Subitha Subramaniam, Chief Economist, Sarasin & Partners
The early summer months have certainly been interesting times at home, but with the new government now in place and a new budget delivered, we should be able to look forward to some much needed stability. However, further afield there are some areas of concern to note, especially around the rising political and policy risk in Greece and around the Chinese financial markets.
There is of course a slight upside to political risk and that is that many significant concerns will already be visible in investor positioning, for example they may already be priced into equity valuations.

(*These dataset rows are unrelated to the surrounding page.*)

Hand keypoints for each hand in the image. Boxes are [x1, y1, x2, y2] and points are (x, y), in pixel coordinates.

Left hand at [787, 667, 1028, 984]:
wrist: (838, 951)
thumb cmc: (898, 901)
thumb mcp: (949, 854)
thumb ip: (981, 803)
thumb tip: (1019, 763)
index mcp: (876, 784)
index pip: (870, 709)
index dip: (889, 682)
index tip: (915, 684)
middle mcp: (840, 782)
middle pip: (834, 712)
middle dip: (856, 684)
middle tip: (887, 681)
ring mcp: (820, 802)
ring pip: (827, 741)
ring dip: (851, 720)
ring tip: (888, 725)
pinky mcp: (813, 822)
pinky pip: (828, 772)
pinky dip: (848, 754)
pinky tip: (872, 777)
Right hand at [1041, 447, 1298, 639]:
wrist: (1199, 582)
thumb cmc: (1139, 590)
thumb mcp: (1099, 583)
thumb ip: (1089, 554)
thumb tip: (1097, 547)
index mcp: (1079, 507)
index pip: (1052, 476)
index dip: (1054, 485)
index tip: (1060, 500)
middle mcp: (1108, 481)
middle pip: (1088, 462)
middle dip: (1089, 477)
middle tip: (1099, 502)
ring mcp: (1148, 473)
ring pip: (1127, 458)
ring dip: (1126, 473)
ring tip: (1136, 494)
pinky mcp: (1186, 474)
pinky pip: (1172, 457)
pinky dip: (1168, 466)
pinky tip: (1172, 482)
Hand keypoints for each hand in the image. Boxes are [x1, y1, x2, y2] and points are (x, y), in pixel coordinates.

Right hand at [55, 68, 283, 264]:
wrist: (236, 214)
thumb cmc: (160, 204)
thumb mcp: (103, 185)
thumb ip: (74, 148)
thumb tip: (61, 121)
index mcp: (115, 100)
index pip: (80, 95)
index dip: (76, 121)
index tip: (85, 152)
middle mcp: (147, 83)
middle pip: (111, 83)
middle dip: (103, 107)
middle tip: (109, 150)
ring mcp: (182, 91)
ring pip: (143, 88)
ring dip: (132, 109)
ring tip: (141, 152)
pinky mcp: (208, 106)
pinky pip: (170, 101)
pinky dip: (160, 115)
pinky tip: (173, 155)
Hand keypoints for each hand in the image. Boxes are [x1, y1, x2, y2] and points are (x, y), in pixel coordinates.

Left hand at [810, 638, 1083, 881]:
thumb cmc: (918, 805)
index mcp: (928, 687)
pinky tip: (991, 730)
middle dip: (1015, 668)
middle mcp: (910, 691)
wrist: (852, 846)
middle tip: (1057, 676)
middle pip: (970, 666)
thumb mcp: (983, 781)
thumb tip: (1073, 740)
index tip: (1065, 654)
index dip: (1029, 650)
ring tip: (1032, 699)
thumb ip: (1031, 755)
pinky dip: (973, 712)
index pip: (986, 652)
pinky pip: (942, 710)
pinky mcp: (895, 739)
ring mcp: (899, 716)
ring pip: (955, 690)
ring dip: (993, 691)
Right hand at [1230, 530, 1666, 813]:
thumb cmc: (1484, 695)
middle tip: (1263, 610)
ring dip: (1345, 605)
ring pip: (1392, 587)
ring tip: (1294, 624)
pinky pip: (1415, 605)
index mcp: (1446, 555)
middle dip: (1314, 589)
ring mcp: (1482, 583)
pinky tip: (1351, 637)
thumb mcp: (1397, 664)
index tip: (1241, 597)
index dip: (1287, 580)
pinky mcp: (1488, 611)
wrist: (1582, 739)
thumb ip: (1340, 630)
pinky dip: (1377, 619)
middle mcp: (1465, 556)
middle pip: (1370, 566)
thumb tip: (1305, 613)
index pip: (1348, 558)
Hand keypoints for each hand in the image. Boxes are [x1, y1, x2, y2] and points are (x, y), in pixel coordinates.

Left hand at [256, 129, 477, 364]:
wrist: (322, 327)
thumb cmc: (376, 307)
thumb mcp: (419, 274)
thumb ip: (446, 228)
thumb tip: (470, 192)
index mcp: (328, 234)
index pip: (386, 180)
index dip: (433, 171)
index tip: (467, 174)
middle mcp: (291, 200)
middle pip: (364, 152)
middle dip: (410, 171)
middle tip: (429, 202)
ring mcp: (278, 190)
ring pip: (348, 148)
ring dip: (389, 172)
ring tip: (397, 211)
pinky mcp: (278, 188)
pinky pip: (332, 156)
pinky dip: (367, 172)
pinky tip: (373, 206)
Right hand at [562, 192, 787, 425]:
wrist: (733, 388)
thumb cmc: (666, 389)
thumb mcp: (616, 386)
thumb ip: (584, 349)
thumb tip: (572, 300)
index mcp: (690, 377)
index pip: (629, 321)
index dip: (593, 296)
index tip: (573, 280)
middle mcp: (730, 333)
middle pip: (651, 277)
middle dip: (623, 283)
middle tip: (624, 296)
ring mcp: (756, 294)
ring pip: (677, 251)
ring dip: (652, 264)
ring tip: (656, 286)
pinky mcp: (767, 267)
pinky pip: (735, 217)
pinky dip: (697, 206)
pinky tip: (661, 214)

Volatility could be the new norm
Just as investors have grown used to low and negative yields, bond yields have rose sharply with a sudden selloff in European bond markets from mid-April to mid-May, though they have now fallen again due to the risk of Greek default.
We expect that markets will remain in a state of flux as the US Federal Reserve begins to normalise its monetary policy. The continuation of very low policy rates is set to encourage ongoing heightened sensitivity and volatility in bond yields across the globe. This suggests that government bond markets may gradually see their ‘safe haven’ status eroded as volatility rises, yields drift upwards and peripheral bond and credit markets are subjected to periodic bouts of risk aversion.
Ongoing confidence in the US dollar
Central banks’ intentional distortion of the price and availability of money (through interest rates and the money supply) has also distorted the relative price of currencies.
We believe that the US dollar remains the only credible ‘safe-haven/reserve’ among currencies.
We remain wary of the euro and yen, as currency weakness remains a priority for the ECB and Bank of Japan, as their large quantitative easing programmes continue.
A surprise Conservative majority in the General Election leaves us mildly more confident in the outlook for sterling.